Jetzt ist es aber so, dass Músicas intermináveis para Viagem gar nicht aus Deutschland kommen. Sondern aus Brasilien. Was man aber am besten gleich wieder vergisst, weil sich mit dieser Ortskennung in den Assoziationsrahmen sonst sofort andere musikalische Spielarten drängen, und zwar so aufdringlich, dass man sich kaum dagegen wehren kann. Weil die eben als typisch brasilianisch gelten: der elegante Swing der Bossa Nova, die Samba mit der Karnevalsstimmung. Ist hier aber nicht. Selbst wenn Músicas intermináveis para Viagem gleich mit dem ersten Titel ihres neuen, des zweiten Albums eine „Samba von Berlin“ vorschlagen.

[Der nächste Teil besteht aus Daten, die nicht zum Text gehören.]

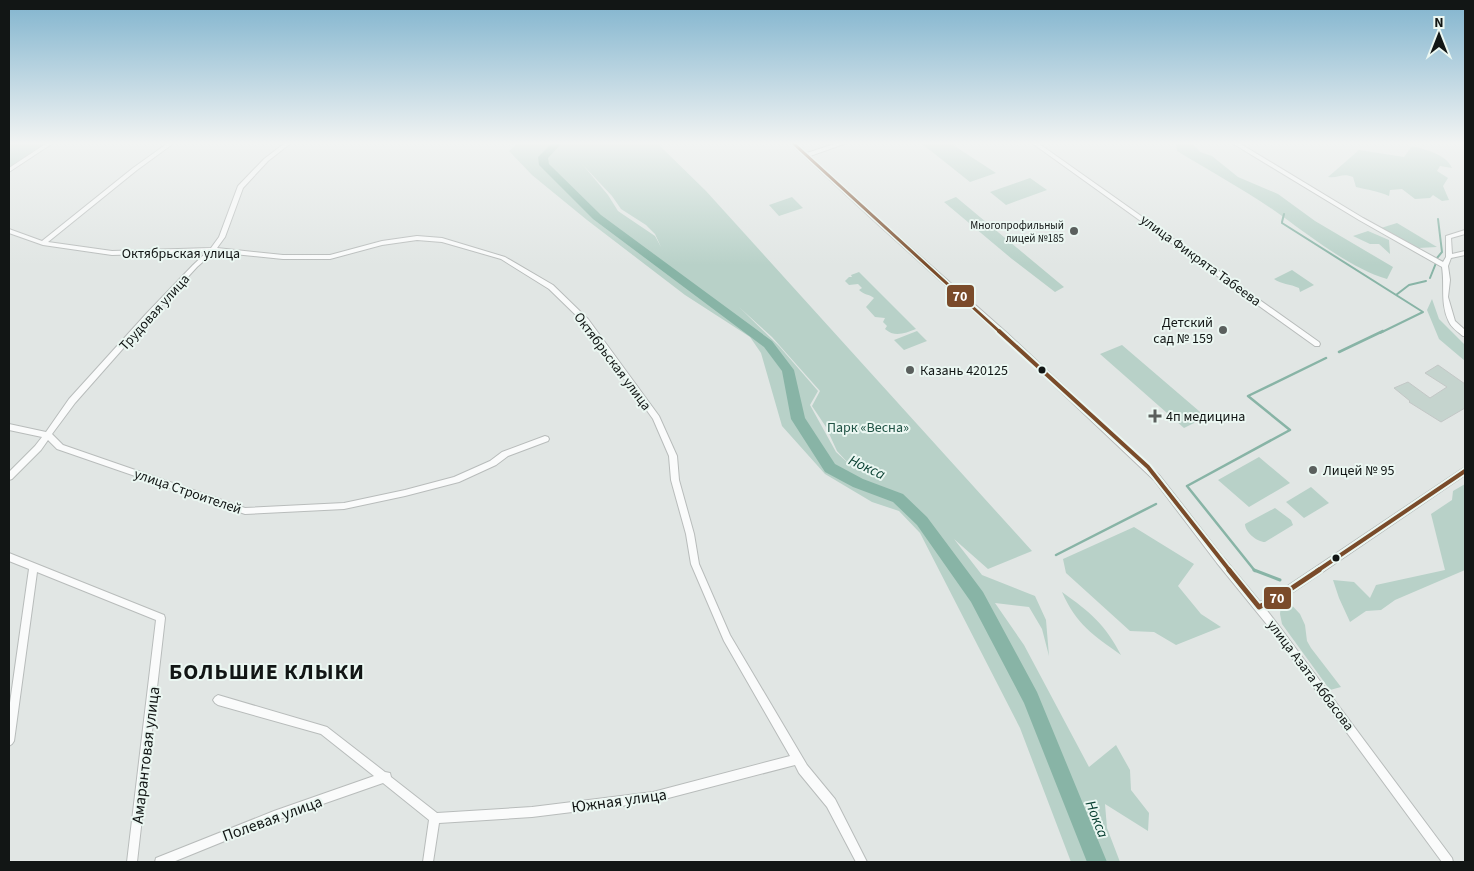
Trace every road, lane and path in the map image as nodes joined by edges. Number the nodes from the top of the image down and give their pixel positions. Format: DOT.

Was allerdings nur ein Verwirrspiel ist, weil da kein Fitzelchen an Samba oder Bossa oder auch Baile Funk, noch mal so was typisch Brasilianisches, in dieser Musik steckt. Stattdessen geht es eher stracks durch die Düsseldorfer Kö auf der historischen Route von Neu! und La Düsseldorf.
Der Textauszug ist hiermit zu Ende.